When we serve a client, what's supposed to happen is:
1. The client thread calls with_lock__wait_for_cookie() in which we
create a cookie file and then wait for a pthread_cond event
2. The filesystem event listener sees the cookie file creation, does
some internal book-keeping, and then triggers the pthread_cond.
But there's a problem: we start the listener that accepts client threads
before we start the fs event thread. So it's possible for us to accept a
client which creates the cookie file and starts waiting before the fs
event thread is initialized, and we miss those filesystem events
entirely. That leaves the client thread hanging forever.
In CI, the symptom is that t9210 (which is testing scalar, which always
enables fsmonitor under the hood) may hang forever in "scalar clone". It
is waiting on "git fetch" which is waiting on the fsmonitor daemon.
The race happens more frequently under load, but you can trigger it
predictably with a sleep like this, which delays the start of the fs
event thread:
--- a/compat/fsmonitor/fsm-listen-darwin.c
+++ b/compat/fsmonitor/fsm-listen-darwin.c
@@ -510,6 +510,7 @@ void fsm_listen__loop(struct fsmonitor_daemon_state *state)
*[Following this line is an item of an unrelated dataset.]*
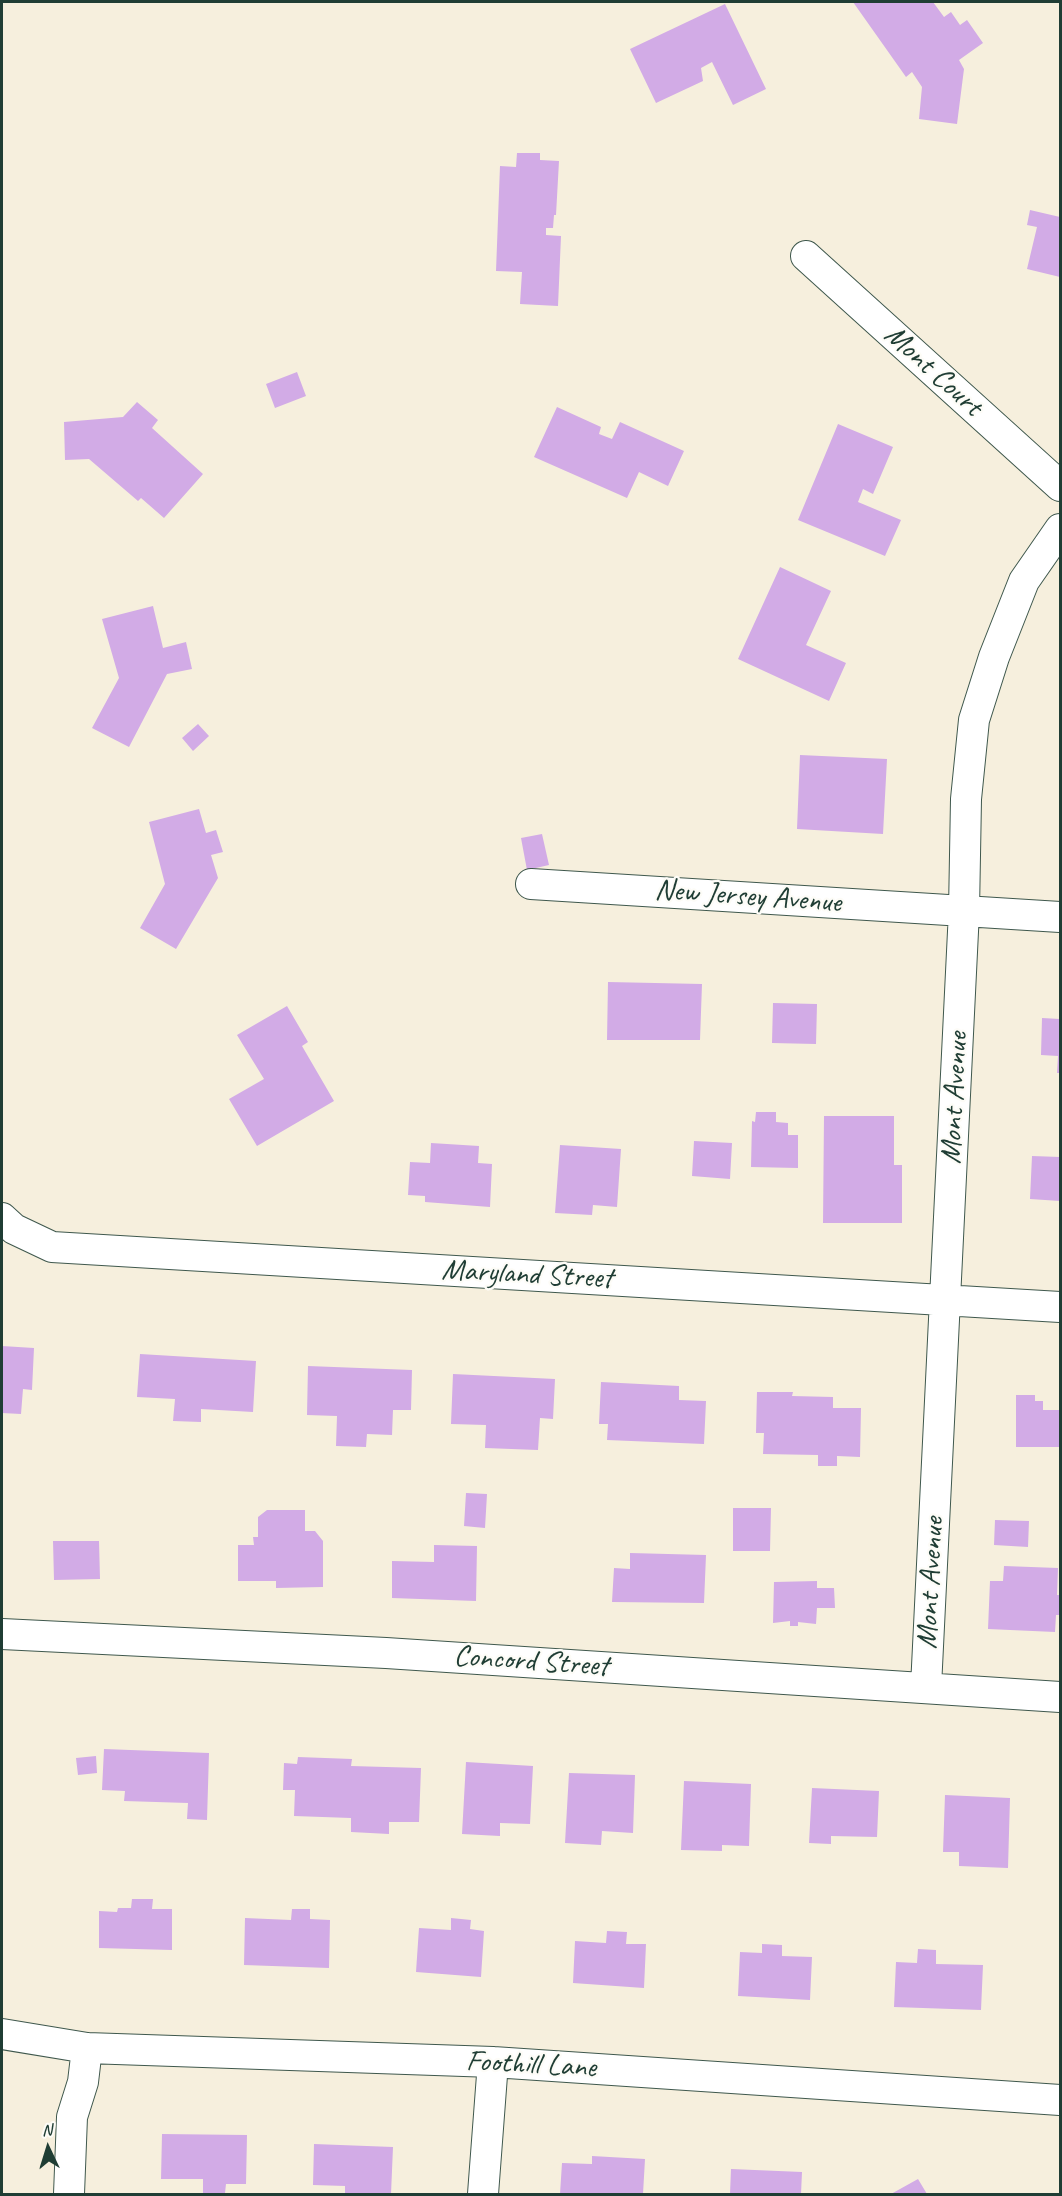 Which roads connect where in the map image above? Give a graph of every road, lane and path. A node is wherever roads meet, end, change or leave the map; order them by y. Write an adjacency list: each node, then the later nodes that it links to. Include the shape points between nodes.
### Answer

FSEventStreamSetDispatchQueue(data->stream, data->dq);
data->stream_scheduled = 1;
+ sleep(1);
if (!FSEventStreamStart(data->stream)) {
error(_("Failed to start the FSEventStream"));
goto force_error_stop_without_loop;
One solution might be to reverse the order of initialization: start the
fs event thread before we start the thread listening for clients. But
the fsmonitor code explicitly does it in the opposite direction. The fs
event thread wants to refer to the ipc_server_data struct, so we need it
to be initialized first.
A further complication is that we need a signal from the fs event thread
that it is actually ready and listening. And those details happen within
backend-specific fsmonitor code, whereas the initialization is in the
shared code.
So instead, let's use the ipc_server init/start split added in the
previous commit. The generic fsmonitor code will init the ipc_server but
_not_ start it, leaving that to the backend specific code, which now
needs to call ipc_server_start_async() at the right time.
For macOS, that is right after we start the FSEventStream that you can
see in the diff above.
It's not clear to me if Windows suffers from the same problem (and we
simply don't trigger it in CI), or if it is immune. Regardless, the
obvious place to start accepting clients there is right after we've
established the ReadDirectoryChanges watch.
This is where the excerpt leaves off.